I have used a number of those Excel spreadsheets, and can't get them to calculate accurate results.

You can (for instance) plug in the quantities of lead and tin necessary to produce 20-1 alloy, and the hardness number returned by the spreadsheet is roughly three BHN higher than the actual hardness of that alloy.

If you simplify your input to merely find the hardness of ten pounds of pure lead (entering zeros in the other spaces) you get 8.6 BHN. We all know that's a lie.

If the calculation for pure lead is wrong, I don't see how any other results could be trustworthy.

CM

Harry's still around. I'm going to send him a PM so he knows there's a question here for him.

> I have used a number of those Excel spreadsheets, and can't get them to calculate accurate results.

Thanks for pinging me. Excel spreadsheets will calculate whatever you put in. I programmed mine to calculate the antimony, tin, and lead quantities of whatever was put in the pot (such as WW; 50-50, 60-40, 63-37, 95-5 solder, monotype, or linotype) and give me the total percentage of antimony and tin in the mixture.

From the total amount, I use the chart I came up with to calculate the probable Bhn of such a mix. Then I mix it up, cast, and test it with a Lee Bhn tester afterward. The calculated Bhn and the measured Bhn are rarely identical, but they are close. The tests are usually within one Bhn higher or lower than the calculated. That is close enough for what I need to do.

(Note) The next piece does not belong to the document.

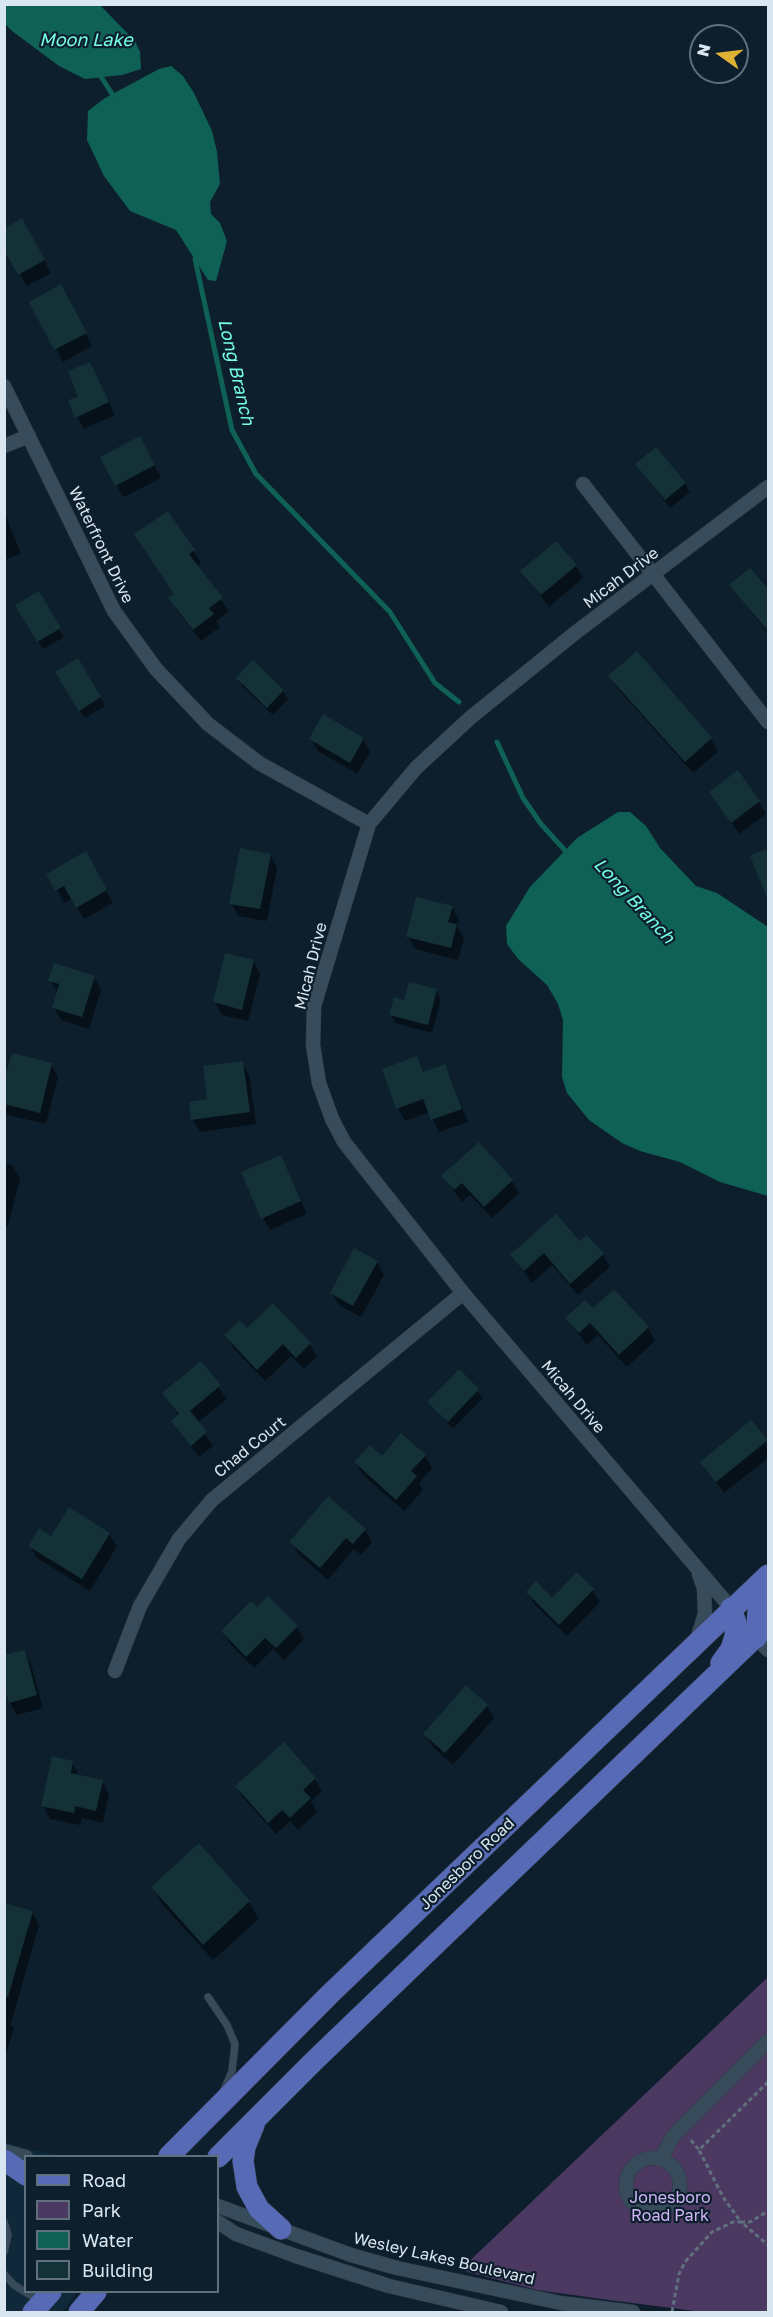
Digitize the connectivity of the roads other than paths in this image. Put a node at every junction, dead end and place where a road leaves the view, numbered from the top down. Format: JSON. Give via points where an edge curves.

One thing should be kept in mind. There are a LOT more reasons for variation in the tested Bhn other than the mixture alone. For example, I once used one pot to cast three different bullets. All were cast from exactly the same mixture. One was about 100gr, one about 200 gr and one about 300gr ( this is from memory, I would have to check my records at home for specifics). All were air dropped onto a towel. The 100gr one was close to one Bhn higher (harder) than what was calculated. The 200gr was very close to what was calculated. The 300gr one was between 1/2 and 3/4 Bhn lower (softer) than what was calculated.

That makes sense for a couple of reasons. When I cast up a bunch or mixtures to individually test and then used the results to create my chart, I was using a 185gr bullet. So that was what the chart was based on. Also, the smaller bullet would cool quicker and be harder (somewhat like dropping it into water). The larger bullet would cool slower, so it would be softer. Of course, if you actually do drop them into water, the Bhn's would be completely different.

In other words, the chart I use gets me close. That is all I need. I don't believe that there is anything such as "exact" when it comes to Bhn and casting. I am not pushing my chart for anyone else to use. You can use it or not use it. It is entirely up to you. In either case, I will continue to use it myself.